§ Problem description
Your task is to find every line of the listing that includes "Ильина" and copy it.

§ Source data
-------
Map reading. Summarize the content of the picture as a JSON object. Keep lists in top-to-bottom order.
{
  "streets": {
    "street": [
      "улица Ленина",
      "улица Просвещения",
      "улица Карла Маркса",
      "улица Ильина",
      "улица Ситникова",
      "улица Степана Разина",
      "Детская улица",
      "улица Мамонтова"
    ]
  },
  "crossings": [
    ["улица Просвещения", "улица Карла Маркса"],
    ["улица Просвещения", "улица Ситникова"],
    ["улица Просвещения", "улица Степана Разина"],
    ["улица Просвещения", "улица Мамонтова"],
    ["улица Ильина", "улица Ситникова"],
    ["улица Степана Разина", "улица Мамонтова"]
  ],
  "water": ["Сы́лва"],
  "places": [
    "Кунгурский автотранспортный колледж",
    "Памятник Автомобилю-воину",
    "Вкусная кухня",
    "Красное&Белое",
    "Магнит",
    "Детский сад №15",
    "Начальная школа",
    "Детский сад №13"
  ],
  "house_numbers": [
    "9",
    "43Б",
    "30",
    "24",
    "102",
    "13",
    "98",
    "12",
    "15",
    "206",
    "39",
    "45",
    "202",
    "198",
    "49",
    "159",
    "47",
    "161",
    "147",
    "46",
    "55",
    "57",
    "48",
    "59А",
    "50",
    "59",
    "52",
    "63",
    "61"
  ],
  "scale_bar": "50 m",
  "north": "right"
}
-------
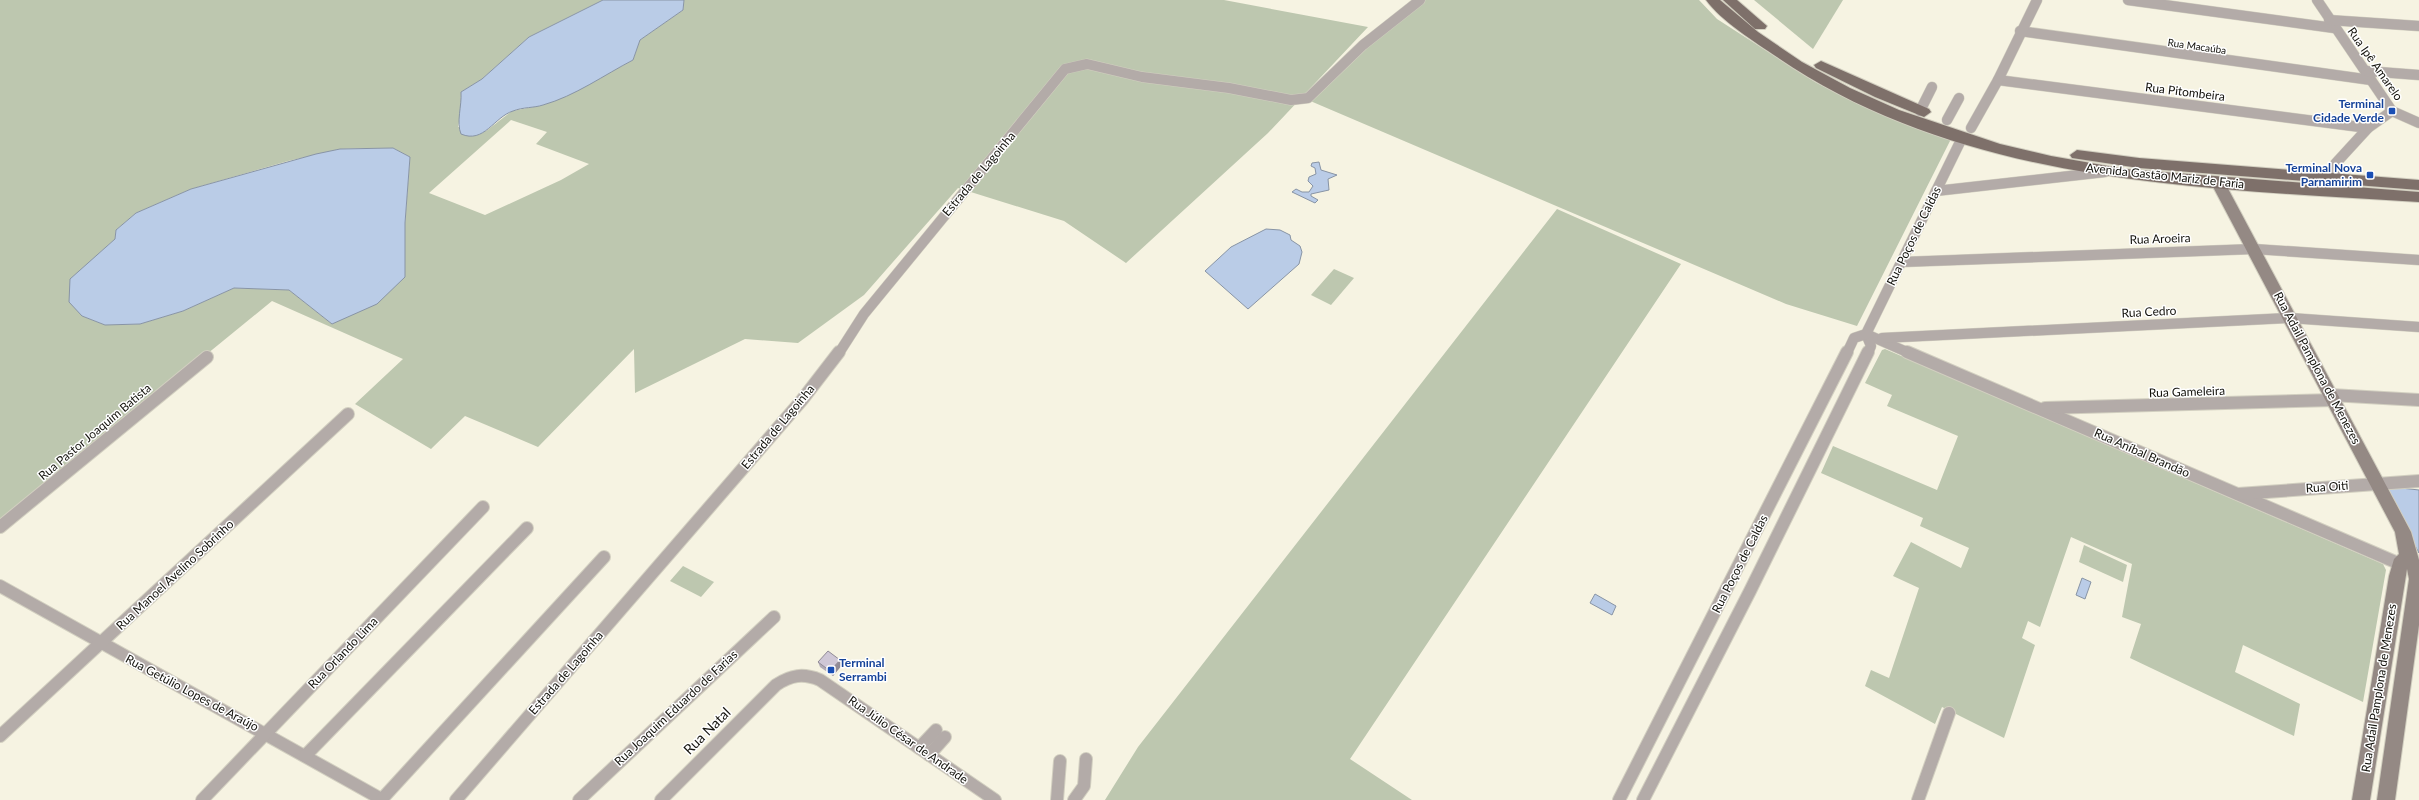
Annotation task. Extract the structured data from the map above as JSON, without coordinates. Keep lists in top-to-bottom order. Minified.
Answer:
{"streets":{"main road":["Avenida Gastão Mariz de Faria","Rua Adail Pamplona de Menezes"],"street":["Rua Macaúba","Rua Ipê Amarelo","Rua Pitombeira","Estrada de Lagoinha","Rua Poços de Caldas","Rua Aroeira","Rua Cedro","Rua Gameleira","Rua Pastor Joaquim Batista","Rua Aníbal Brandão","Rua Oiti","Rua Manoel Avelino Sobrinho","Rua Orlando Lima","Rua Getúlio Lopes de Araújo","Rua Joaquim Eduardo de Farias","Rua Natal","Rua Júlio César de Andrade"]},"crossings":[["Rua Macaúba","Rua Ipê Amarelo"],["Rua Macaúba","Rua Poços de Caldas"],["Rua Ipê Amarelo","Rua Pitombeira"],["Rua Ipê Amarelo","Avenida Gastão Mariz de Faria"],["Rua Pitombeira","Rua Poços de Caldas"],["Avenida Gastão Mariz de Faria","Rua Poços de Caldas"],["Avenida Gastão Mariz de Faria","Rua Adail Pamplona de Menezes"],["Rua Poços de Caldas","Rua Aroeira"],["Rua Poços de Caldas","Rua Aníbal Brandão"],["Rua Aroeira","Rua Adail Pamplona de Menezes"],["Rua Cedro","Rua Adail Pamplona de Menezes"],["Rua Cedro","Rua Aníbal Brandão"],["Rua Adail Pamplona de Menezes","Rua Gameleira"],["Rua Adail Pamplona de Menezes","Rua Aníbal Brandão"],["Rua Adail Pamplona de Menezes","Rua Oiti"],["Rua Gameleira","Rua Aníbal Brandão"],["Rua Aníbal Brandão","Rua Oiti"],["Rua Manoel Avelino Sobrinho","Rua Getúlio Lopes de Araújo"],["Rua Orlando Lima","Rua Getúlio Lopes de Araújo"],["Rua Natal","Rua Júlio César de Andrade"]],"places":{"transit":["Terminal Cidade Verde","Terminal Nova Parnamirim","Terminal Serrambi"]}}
-------
§ Output of the task
      "улица Ильина",
    ["улица Ильина", "улица Ситникова"],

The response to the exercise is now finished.